With just over an hour to go the stamp of fish short was not only tiny but I was having to wait for bites too. So it was now or never for the long line. Luckily for me the skimmers were there and settled and in a great 60 minutes I put 17 in the net ranging in size from 6oz to 1lb. These were great weight builders at a vital time and so it proved at the scales as I managed 15kg-plus to win the section and county. Phil managed a solid 6 kilo and it was very much a case of job done as we headed into day 5 in second place overall just grams behind the leaders.
Well, day 5 turned out to be memorable for all the wrong reasons! Our destination for the day was to be Maghoo Jetty or Rock House on Lough Erne. To stand any chance of winning we knew we really needed an end peg and a high one ideally as both venues were fishing hard through the middle compared to how they had fished early in the week.
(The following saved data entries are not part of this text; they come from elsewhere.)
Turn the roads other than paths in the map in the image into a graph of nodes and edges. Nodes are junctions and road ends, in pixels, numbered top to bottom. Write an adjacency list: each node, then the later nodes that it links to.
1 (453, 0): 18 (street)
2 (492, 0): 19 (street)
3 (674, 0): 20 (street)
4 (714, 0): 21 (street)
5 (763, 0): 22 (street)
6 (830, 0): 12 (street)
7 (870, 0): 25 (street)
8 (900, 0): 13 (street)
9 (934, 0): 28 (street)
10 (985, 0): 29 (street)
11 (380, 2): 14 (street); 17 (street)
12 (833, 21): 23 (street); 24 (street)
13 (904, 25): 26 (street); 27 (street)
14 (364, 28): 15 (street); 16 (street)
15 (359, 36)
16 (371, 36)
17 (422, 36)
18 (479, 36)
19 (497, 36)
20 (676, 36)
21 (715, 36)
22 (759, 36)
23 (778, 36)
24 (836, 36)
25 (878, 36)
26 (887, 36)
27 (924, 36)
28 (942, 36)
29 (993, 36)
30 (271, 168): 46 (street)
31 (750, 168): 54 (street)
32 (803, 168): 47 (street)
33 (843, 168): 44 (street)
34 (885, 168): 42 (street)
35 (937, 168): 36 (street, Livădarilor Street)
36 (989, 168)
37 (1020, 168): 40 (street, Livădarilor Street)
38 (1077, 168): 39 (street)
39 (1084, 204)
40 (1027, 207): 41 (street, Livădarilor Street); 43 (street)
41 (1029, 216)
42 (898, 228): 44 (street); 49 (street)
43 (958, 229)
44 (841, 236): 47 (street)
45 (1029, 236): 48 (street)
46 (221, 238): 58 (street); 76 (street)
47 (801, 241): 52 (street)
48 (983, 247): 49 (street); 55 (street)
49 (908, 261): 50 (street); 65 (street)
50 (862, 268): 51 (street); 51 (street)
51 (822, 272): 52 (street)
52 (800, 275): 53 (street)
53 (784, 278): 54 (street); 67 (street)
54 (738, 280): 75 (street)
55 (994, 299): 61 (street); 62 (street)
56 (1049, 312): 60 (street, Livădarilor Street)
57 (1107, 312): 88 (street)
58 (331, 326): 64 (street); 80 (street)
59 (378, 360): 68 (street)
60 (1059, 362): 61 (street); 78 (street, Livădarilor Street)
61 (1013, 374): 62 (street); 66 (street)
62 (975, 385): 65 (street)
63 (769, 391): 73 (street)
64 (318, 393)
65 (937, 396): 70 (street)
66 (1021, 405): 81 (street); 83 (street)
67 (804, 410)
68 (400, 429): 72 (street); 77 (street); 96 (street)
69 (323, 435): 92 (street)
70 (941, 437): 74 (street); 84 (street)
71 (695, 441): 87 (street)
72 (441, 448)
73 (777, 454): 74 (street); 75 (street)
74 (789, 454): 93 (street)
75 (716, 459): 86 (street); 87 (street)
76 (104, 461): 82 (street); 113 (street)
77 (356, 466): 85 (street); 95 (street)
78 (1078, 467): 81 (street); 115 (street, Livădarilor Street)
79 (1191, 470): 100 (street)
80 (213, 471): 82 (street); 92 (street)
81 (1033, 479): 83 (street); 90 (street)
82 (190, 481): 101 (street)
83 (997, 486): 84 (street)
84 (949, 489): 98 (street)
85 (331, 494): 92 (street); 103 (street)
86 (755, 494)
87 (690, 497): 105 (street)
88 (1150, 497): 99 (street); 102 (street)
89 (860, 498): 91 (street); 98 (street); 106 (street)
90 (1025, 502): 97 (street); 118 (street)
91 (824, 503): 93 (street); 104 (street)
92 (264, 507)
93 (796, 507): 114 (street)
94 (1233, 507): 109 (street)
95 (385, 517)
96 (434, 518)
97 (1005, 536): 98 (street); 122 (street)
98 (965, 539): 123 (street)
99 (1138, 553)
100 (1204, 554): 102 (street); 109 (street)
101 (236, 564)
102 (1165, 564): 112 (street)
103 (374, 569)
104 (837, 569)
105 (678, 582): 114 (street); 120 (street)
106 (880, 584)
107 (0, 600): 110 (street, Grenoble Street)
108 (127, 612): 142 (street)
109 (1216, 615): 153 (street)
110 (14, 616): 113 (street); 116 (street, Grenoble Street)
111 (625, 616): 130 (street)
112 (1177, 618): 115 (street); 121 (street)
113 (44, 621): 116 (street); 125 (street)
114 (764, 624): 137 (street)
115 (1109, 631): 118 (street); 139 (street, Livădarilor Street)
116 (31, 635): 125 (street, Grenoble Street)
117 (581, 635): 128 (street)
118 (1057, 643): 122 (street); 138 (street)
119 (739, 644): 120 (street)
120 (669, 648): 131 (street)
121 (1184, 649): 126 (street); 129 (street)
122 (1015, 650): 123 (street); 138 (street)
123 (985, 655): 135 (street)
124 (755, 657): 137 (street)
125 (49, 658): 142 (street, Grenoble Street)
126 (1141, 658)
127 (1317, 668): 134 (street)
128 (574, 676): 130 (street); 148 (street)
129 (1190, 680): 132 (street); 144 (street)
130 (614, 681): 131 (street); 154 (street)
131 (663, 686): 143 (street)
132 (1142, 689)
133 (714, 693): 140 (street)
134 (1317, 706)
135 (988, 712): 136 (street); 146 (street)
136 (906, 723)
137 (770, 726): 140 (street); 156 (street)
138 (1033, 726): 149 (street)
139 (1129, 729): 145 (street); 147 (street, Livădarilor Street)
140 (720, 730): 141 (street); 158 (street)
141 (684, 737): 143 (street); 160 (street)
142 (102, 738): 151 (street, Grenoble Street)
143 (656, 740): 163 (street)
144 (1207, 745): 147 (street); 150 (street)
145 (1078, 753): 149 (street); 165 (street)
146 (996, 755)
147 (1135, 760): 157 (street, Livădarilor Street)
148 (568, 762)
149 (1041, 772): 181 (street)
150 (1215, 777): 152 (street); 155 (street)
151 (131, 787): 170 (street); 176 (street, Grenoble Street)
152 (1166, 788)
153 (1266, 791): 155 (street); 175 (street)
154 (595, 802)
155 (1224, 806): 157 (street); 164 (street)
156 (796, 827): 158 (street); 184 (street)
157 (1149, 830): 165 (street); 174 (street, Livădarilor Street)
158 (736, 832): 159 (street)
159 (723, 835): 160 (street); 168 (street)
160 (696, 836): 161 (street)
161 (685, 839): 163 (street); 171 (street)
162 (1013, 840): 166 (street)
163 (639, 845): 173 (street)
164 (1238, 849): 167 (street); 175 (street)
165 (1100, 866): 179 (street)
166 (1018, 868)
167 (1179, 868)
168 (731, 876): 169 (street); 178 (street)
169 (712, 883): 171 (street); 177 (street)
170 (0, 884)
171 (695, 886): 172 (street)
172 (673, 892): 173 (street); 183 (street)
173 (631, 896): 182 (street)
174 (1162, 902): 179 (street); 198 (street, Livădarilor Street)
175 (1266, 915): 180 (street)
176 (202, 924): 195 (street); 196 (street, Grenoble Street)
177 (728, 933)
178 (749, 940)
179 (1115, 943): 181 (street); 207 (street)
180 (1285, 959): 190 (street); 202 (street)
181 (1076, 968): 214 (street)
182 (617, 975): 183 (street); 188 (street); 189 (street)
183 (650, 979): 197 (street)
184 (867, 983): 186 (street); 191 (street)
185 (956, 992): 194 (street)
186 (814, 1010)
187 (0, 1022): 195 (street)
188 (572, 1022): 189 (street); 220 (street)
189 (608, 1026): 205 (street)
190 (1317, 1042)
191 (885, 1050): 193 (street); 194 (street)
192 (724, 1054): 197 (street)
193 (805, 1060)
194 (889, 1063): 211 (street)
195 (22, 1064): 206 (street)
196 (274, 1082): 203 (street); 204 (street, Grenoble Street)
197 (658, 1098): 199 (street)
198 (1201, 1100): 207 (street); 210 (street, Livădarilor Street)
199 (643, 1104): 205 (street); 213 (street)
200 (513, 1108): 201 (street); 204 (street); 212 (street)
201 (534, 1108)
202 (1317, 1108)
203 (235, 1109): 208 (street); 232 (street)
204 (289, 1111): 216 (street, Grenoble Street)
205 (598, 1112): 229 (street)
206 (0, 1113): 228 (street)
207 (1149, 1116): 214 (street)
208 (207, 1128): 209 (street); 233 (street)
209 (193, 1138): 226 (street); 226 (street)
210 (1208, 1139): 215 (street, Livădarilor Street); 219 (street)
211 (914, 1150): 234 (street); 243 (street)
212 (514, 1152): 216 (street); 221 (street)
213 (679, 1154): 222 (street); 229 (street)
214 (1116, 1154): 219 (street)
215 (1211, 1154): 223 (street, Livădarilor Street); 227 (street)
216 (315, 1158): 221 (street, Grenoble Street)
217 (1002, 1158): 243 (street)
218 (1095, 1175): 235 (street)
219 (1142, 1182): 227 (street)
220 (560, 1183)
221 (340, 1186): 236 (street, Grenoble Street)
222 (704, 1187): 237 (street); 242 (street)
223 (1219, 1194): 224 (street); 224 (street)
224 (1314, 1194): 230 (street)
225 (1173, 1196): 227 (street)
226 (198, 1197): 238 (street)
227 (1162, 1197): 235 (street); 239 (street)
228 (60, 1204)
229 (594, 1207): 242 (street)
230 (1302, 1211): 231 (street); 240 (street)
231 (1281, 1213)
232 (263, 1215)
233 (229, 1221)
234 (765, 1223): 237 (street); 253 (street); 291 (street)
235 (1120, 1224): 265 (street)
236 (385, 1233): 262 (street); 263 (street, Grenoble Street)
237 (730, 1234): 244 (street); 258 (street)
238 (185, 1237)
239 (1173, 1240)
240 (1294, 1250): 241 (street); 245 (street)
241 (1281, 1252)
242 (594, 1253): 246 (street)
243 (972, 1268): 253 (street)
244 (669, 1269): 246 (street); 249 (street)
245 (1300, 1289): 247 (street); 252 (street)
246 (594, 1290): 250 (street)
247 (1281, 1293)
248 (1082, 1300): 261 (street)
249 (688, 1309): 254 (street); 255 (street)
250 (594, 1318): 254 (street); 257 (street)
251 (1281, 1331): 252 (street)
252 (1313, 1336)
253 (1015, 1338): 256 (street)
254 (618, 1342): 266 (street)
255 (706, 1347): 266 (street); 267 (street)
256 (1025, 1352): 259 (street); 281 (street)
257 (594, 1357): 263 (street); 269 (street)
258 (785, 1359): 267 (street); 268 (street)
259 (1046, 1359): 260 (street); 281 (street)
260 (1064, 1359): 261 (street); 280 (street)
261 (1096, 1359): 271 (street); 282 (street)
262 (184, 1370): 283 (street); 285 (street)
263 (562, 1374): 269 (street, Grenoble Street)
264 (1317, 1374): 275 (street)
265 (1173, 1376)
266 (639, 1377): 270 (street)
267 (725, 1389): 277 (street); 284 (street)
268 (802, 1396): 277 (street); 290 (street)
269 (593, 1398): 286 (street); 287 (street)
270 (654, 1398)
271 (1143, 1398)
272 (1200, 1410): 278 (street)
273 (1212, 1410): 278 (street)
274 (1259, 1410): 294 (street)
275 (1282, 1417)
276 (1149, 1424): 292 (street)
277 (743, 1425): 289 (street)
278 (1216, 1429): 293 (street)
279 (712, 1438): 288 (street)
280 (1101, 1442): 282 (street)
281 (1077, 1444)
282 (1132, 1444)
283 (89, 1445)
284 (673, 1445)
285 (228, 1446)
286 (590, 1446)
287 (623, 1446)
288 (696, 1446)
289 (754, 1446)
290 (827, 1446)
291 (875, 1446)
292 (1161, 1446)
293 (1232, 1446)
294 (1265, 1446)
Having not had an end peg all week I felt we were due one and they didn’t come any better than peg 13 on Maghoo Jetty which is the peg I pulled out for Phil. I wasn’t so fortunate though as peg 10 Rock house wasn’t where I wanted to be. Target-wise, we felt 25 kilo would be enough for us to win so I felt Phil needed to catch close to 20 kilo with 5 kilo a realistic target for me.
Sadly this is where the day went wrong as on the way to Maghoo to drop Phil off we were involved in a traffic accident which saw me end up in hospital and the van a write off. To all intents and purposes our chances of winning the World Pairs ended there even though Phil had gone to his peg. After being discharged from hospital and attending the police station, I eventually reached Phil with just five minutes to go.
Fearing the worst I casually asked if he’d done any good and he replied with 126 roach, I said 20 kilo? He replied more! And so it proved as Phil put a massive 28 kilos of big roach on the scales. A few quick phone calls followed and it soon became apparent that not only had we won the World Pairs but Phil had won the Daiwa cup too, which is in individual competition run within the pairs. So, all in all, an unbelievable end to a day that I’ll never forget both for good and bad reasons!
Looking back accident aside, it was a fantastic week on some stunning venues and the icing on the cake was finally becoming World Pairs champions after a couple of near misses! Yes the fishing was a bit harder this year but that was due to the weather and when I say, hard 20lb-plus weights of wild silver fish were still commonplace! So to sum up, there is just one thing left to say and that is roll on next year as I can’t wait to get back!
On a separate note, Ireland was also a great testing ground for the new Pulse8 braid. Being eight carrier, it is extremely hard wearing which is exactly what you need in when fishing in the rugged terrain of Ireland. As an added bonus it also sinks well too!
A little tip - when using Pulse8, it actually gets better with age and when it starts to change colour for me it’s at its best! The reason being that it has a fine wax coating on and once this has come off it becomes super supple and is quite simply a dream to use.